Stiles, who studied the Jewish community in Newport, praised the ceremony and the building’s interior in his diary. He was impressed by ‘three Copes & Rolls of the Pentateuch, written on Vellum or rather tanned Calf Skin.’ One was 200 years old. Stiles later became president of Yale College and required students to study Hebrew.
Isaac Touro, born in the Netherlands, served as the synagogue’s first hazzan, or minister. Grateful for England’s protection and loyal to the Crown, he stayed in Newport when the British captured the town in 1776. Three years later he moved with the British to New York, where he had to depend on charity. In 1782 he moved to Kingston, Jamaica and died a year later.
No Sanction to Bigotry
Two of Isaac Touro’s sons acquired great wealth. Judah moved to New Orleans and become one of the country’s greatest philanthropists. Among many other gifts, he donated the final $10,000 to complete the Bunker Hill Monument.
Abraham in 1826 donated enough money to maintain the synagogue. Newporters had begun calling it Touro’s when Judah died 28 years later. He left a bequest that provided for the perpetual care of the synagogue and the cemetery.
When George Washington famously visited Newport in 1790, Moses Seixas, a leader in the Touro Synagogue sent him a letter. In it, he thanked God for allowing him to create a nation that did not tolerate bigotry.
Washington’s reply carried a strong statement in support of extending religious freedoms to non-Christians. The government of the United States ‘gives to bigotry no sanction,’ Washington replied. The congregation recites the letter annually at the synagogue.

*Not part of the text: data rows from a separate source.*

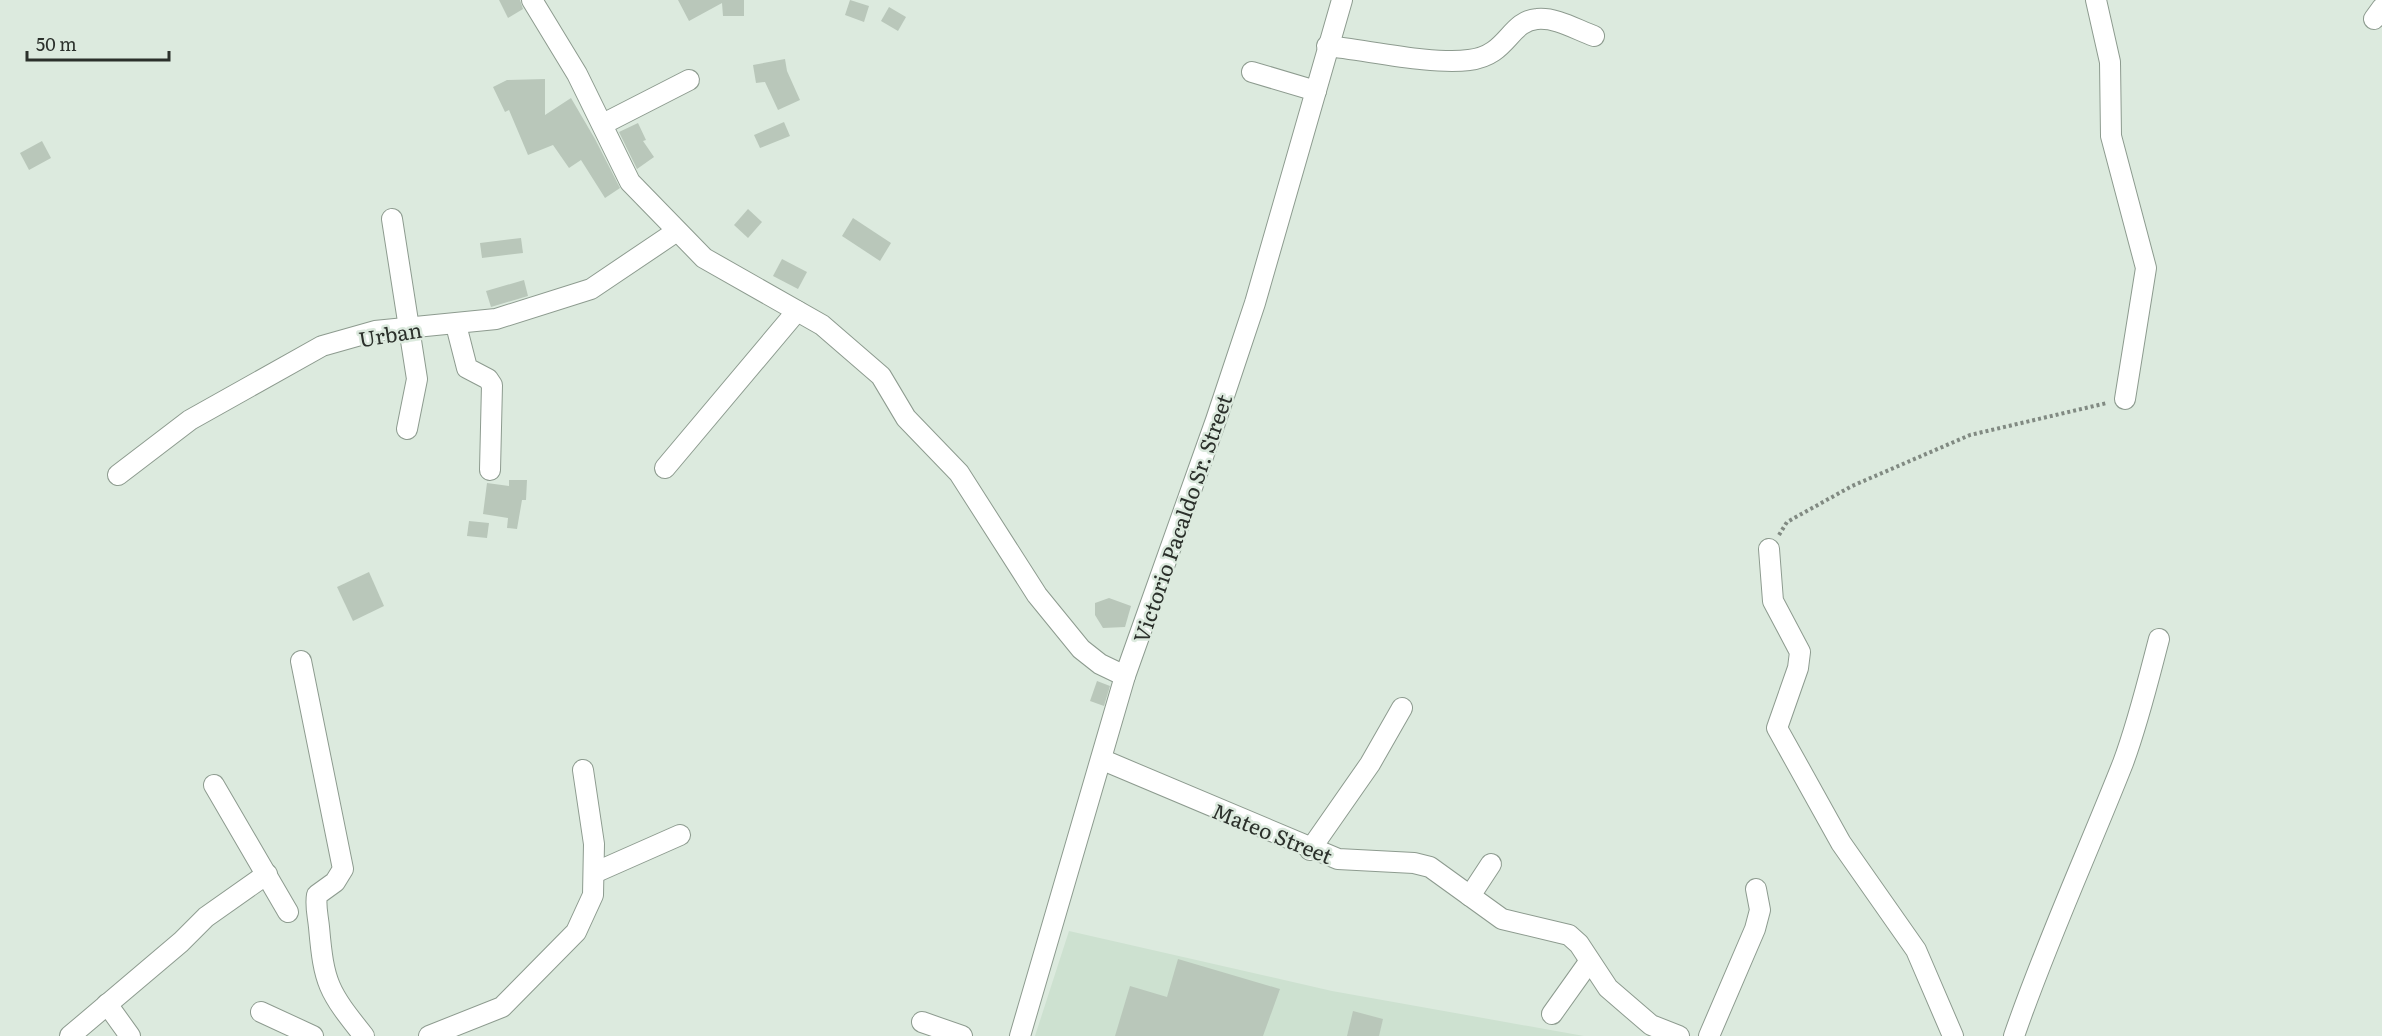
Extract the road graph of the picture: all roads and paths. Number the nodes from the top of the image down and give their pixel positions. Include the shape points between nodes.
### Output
1 (532, 0) edge
2 (1342, 0) edge
3 (2096, 0) edge
4 (1594, 36) dead end
5 (1327, 46) junction
6 (1252, 72) dead end
7 (689, 81) dead end
8 (1316, 91) junction
9 (603, 124) junction
10 (392, 219) dead end
11 (677, 231) junction
12 (797, 311) junction
13 (456, 325) junction
14 (409, 327) junction
15 (2125, 399) joint
16 (407, 429) dead end
17 (665, 468) dead end
18 (490, 470) dead end
19 (118, 475) dead end
20 (1769, 549) joint
21 (2159, 639) dead end
22 (301, 661) dead end
23 (1125, 676) junction
24 (1402, 708) dead end
25 (1103, 760) junction
26 (583, 770) dead end
27 (213, 785) dead end
28 (680, 835) dead end
29 (1310, 850) junction
30 (1491, 864) dead end
31 (594, 873) junction
32 (267, 874) junction
33 (1756, 889) dead end
34 (1470, 896) junction
35 (288, 912) dead end
36 (1589, 962) junction
37 (107, 1004) junction
38 (261, 1012) dead end
39 (1552, 1014) dead end
40 (922, 1022) dead end
41 (70, 1036) edge
42 (130, 1036) edge
43 (313, 1036) edge
44 (364, 1036) edge
45 (429, 1036) edge
46 (962, 1036) edge
47 (1020, 1036) edge
48 (1678, 1036) edge
49 (1709, 1036) edge
50 (1953, 1036) edge
51 (2014, 1036) edge

1 - 9 street
2 - 5 street, Victorio Pacaldo Sr. Street
3 - 15 street via 2110,62 2111,136 2146,268
4 - 5 street via 1555,21 1538,19 1517,27 1492,54 1468,61
5 - 8 street, Victorio Pacaldo Sr. Street
6 - 8 street
7 - 9 street
8 - 23 street, Victorio Pacaldo Sr. Street via 1244,335
9 - 11 street via 630,182
10 - 14 street
11 - 12 street via 704,258
11 - 13 street, Urban via 591,289 496,319
12 - 17 street
12 - 23 street via 822,325 881,376 906,418 959,473 1037,595 1081,649
13 - 14 street, Urban
13 - 18 street via 467,368 492,385
14 - 16 street via 417,379
14 - 19 street, Urban via 322,346 190,420
15 - 20 path via 1970,435 1852,486 1787,522
20 - 50 street via 1773,601 1800,652 1777,728 1842,843 1916,950
21 - 51 street via 2123,762 2041,957
22 - 44 street via 343,869 317,895 321,961 327,984 339,1005
23 - 25 street, Victorio Pacaldo Sr. Street
24 - 29 street via 1370,764
25 - 29 street, Mateo Street
25 - 47 street, Victorio Pacaldo Sr. Street
26 - 31 street via 594,844
27 - 32 street
28 - 31 street
29 - 34 street, Mateo Street via 1338,860 1430,867
30 - 34 street
31 - 45 street via 593,895 576,932 516,994 502,1007
32 - 35 street
32 - 37 street via 206,917
33 - 49 street via 1760,910 1755,929
34 - 36 street, Mateo Street via 1502,919 1569,935
36 - 39 street
36 - 48 street, Mateo Street via 1608,988 1651,1025
37 - 41 street
37 - 42 street
38 - 43 street
40 - 46 street

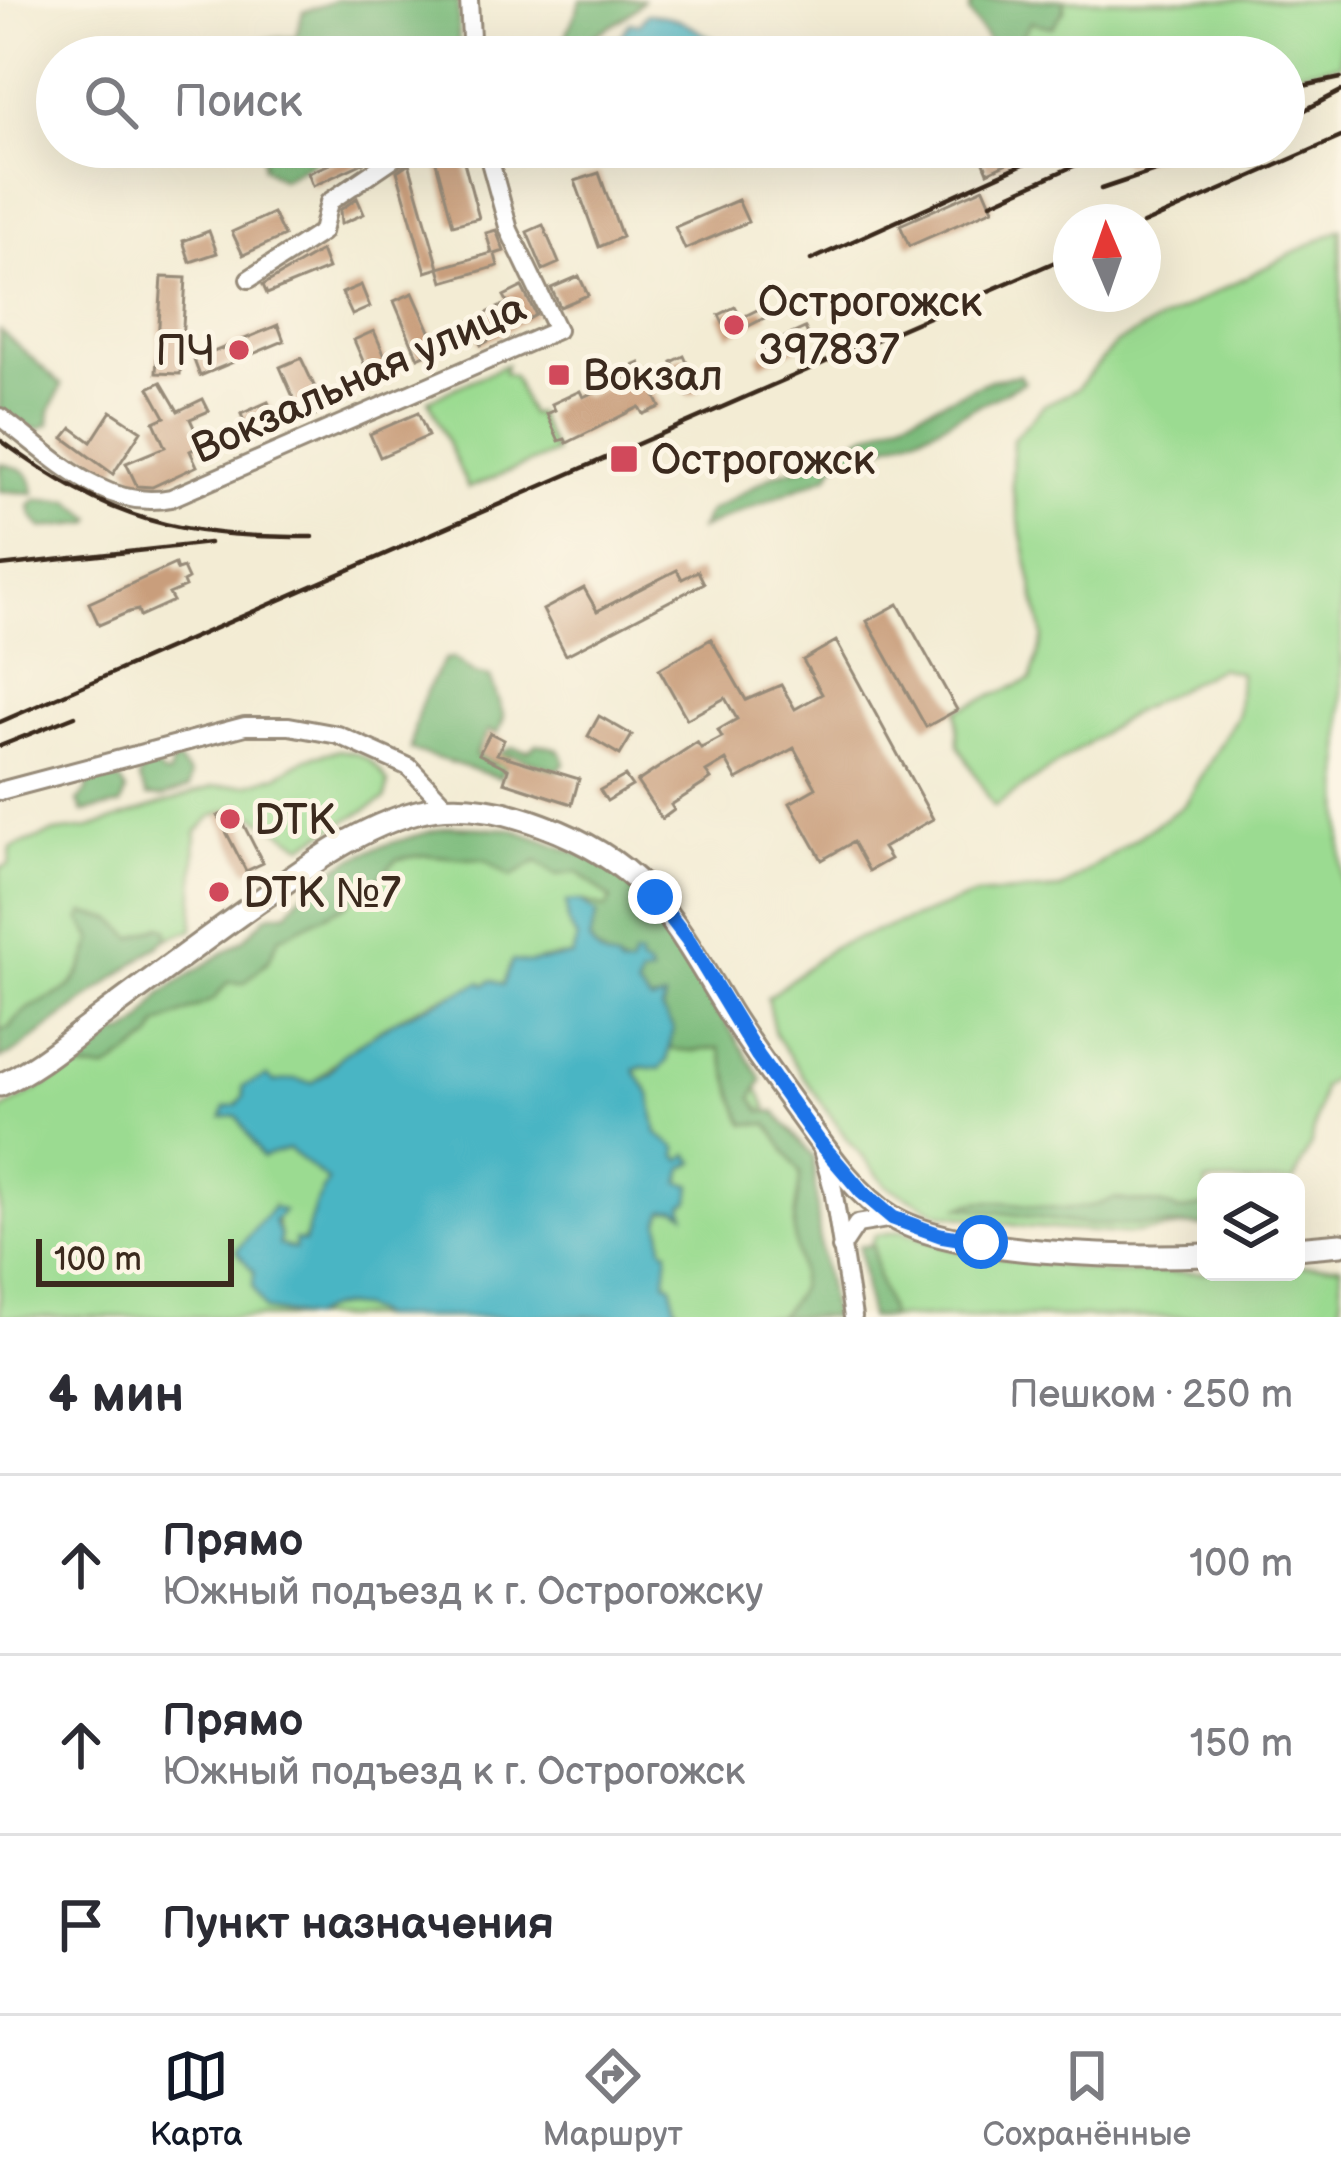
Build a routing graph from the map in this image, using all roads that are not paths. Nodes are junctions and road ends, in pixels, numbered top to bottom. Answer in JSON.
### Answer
{"nodes":[{"id":1,"x":469,"y":0,"type":"edge"},
{"id":2,"x":471,"y":36,"type":"edge"},
{"id":3,"x":379,"y":168,"type":"edge"},
{"id":4,"x":492,"y":168,"type":"edge"},
{"id":5,"x":248,"y":279,"type":"dead end"},
{"id":6,"x":0,"y":417,"type":"edge"},
{"id":7,"x":0,"y":790,"type":"edge"},
{"id":8,"x":448,"y":808,"type":"junction"},
{"id":9,"x":0,"y":1085,"type":"edge"},
{"id":10,"x":820,"y":1143,"type":"junction"},
{"id":11,"x":893,"y":1218,"type":"junction"},
{"id":12,"x":1341,"y":1244,"type":"edge"},
{"id":13,"x":1305,"y":1247,"type":"edge"},
{"id":14,"x":841,"y":1249,"type":"junction"},
{"id":15,"x":1197,"y":1255,"type":"edge"},
{"id":16,"x":853,"y":1317,"type":"edge"}],
"edges":[{"from":1,"to":2,"type":"street"},
{"from":3,"to":5,"type":"street"},
{"from":4,"to":6,"type":"street","name":"Вокзальная улица"},
{"from":7,"to":8,"type":"street"},
{"from":8,"to":9,"type":"main road"},
{"from":8,"to":10,"type":"main road"},
{"from":10,"to":11,"type":"main road"},
{"from":10,"to":14,"type":"street"},
{"from":11,"to":14,"type":"street"},
{"from":11,"to":15,"type":"main road"},
{"from":12,"to":13,"type":"main road"},
{"from":14,"to":16,"type":"street"}]}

Touro Synagogue in Modern Times
In 1946, New York Times publisher Arthur Sulzberger successfully lobbied to have the U.S. Department of the Interior designate the synagogue a National Historic Site. Upon its designation, President Harry S Truman wrote,
The setting apart of this historic shrine as a national monument is symbolic of our national tradition of freedom, which has inspired men and women of every creed, race, and ancestry to contribute their highest gifts to the development of our national culture.
In 2017, a federal court ruled the Shearith Israel congregation in New York actually owns the Touro Synagogue. The reason goes back to the American Revolution. Then, many of Newport’s Jews fled to New York with Isaac Touro from persecution — as Loyalists — to New York.
The congregation dwindled. In New York, Shearith Israel took control of the vacant Touro Synagogue and its sacred ritual objects. The congregation reformed as Jeshuat Israel and leased the Touro Synagogue in 1903 from the New York congregation for $1 a year.
A dispute over the attempted sale of the sacred objects finally landed the two congregations in court. Shearith Israel won, but Jeshuat Israel later appealed the ruling. The Supreme Court declined to take it up and so the ruling stands.
The building continues to open for services and tours.
This story about the Touro Synagogue was updated in 2022.